• [Recorded data]
_ _ _ _ _ _ _
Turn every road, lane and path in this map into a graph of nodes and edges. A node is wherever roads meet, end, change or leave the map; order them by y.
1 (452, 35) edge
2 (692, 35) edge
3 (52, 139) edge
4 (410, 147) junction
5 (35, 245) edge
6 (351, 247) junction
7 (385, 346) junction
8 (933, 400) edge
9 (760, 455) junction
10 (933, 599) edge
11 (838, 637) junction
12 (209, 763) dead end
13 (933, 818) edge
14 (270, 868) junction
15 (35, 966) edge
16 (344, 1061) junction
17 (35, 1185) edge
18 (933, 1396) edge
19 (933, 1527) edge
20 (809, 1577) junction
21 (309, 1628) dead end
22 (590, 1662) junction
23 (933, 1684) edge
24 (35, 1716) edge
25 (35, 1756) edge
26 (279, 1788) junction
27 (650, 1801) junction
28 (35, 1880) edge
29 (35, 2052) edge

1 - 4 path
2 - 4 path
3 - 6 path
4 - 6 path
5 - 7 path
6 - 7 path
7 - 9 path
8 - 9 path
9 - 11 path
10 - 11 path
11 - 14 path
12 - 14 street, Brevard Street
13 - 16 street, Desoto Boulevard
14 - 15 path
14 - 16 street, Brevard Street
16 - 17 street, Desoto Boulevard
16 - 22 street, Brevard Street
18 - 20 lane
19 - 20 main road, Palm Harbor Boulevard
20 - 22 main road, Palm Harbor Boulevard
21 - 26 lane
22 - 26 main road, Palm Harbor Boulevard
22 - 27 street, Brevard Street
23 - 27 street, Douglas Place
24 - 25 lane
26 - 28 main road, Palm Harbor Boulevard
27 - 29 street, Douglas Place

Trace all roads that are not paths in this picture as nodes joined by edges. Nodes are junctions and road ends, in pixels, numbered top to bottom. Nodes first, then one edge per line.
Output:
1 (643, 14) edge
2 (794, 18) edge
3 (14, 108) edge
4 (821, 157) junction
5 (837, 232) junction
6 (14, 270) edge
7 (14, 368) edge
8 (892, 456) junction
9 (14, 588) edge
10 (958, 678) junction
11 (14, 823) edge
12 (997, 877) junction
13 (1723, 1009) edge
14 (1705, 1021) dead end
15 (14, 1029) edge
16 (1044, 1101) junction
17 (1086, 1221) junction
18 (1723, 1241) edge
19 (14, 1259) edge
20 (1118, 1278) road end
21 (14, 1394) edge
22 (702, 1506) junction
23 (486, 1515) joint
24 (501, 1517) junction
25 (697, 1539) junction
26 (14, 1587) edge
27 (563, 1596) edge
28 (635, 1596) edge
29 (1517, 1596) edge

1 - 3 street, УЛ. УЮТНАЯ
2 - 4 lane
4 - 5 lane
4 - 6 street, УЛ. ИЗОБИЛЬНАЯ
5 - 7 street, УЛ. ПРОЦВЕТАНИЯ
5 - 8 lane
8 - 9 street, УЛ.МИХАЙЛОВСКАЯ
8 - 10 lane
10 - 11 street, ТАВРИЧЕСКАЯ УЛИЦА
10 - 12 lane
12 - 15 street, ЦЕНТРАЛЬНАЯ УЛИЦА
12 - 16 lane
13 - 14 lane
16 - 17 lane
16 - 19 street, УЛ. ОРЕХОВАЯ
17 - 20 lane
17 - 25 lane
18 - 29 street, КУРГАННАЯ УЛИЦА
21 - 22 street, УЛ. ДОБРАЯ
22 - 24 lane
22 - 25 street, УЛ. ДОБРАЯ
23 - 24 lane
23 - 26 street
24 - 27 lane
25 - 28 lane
_ _ _ _ _ _ _
• [EXERCISE DIRECTIONS] Retype the records above exactly, so that no line differs from its source.

• [RESPONSE]
Turn every road, lane and path in this map into a graph of nodes and edges. A node is wherever roads meet, end, change or leave the map; order them by y.
1 (452, 35) edge
2 (692, 35) edge
3 (52, 139) edge
4 (410, 147) junction
5 (35, 245) edge
6 (351, 247) junction
7 (385, 346) junction
8 (933, 400) edge
9 (760, 455) junction
10 (933, 599) edge
11 (838, 637) junction
12 (209, 763) dead end
13 (933, 818) edge
14 (270, 868) junction
15 (35, 966) edge
16 (344, 1061) junction
17 (35, 1185) edge
18 (933, 1396) edge
19 (933, 1527) edge
20 (809, 1577) junction
21 (309, 1628) dead end
22 (590, 1662) junction
23 (933, 1684) edge
24 (35, 1716) edge
25 (35, 1756) edge
26 (279, 1788) junction
27 (650, 1801) junction
28 (35, 1880) edge
29 (35, 2052) edge

1 - 4 path
2 - 4 path
3 - 6 path
4 - 6 path
5 - 7 path
6 - 7 path
7 - 9 path
8 - 9 path
9 - 11 path
10 - 11 path
11 - 14 path
12 - 14 street, Brevard Street
13 - 16 street, Desoto Boulevard
14 - 15 path
14 - 16 street, Brevard Street
16 - 17 street, Desoto Boulevard
16 - 22 street, Brevard Street
18 - 20 lane
19 - 20 main road, Palm Harbor Boulevard
20 - 22 main road, Palm Harbor Boulevard
21 - 26 lane
22 - 26 main road, Palm Harbor Boulevard
22 - 27 street, Brevard Street
23 - 27 street, Douglas Place
24 - 25 lane
26 - 28 main road, Palm Harbor Boulevard
27 - 29 street, Douglas Place

Trace all roads that are not paths in this picture as nodes joined by edges. Nodes are junctions and road ends, in pixels, numbered top to bottom. Nodes first, then one edge per line.
Output:
1 (643, 14) edge
2 (794, 18) edge
3 (14, 108) edge
4 (821, 157) junction
5 (837, 232) junction
6 (14, 270) edge
7 (14, 368) edge
8 (892, 456) junction
9 (14, 588) edge
10 (958, 678) junction
11 (14, 823) edge
12 (997, 877) junction
13 (1723, 1009) edge
14 (1705, 1021) dead end
15 (14, 1029) edge
16 (1044, 1101) junction
17 (1086, 1221) junction
18 (1723, 1241) edge
19 (14, 1259) edge
20 (1118, 1278) road end
21 (14, 1394) edge
22 (702, 1506) junction
23 (486, 1515) joint
24 (501, 1517) junction
25 (697, 1539) junction
26 (14, 1587) edge
27 (563, 1596) edge
28 (635, 1596) edge
29 (1517, 1596) edge

1 - 3 street, УЛ. УЮТНАЯ
2 - 4 lane
4 - 5 lane
4 - 6 street, УЛ. ИЗОБИЛЬНАЯ
5 - 7 street, УЛ. ПРОЦВЕТАНИЯ
5 - 8 lane
8 - 9 street, УЛ.МИХАЙЛОВСКАЯ
8 - 10 lane
10 - 11 street, ТАВРИЧЕСКАЯ УЛИЦА
10 - 12 lane
12 - 15 street, ЦЕНТРАЛЬНАЯ УЛИЦА
12 - 16 lane
13 - 14 lane
16 - 17 lane
16 - 19 street, УЛ. ОРЕХОВАЯ
17 - 20 lane
17 - 25 lane
18 - 29 street, КУРГАННАЯ УЛИЦА
21 - 22 street, УЛ. ДОБРАЯ
22 - 24 lane
22 - 25 street, УЛ. ДОБРАЯ
23 - 24 lane
23 - 26 street
24 - 27 lane
25 - 28 lane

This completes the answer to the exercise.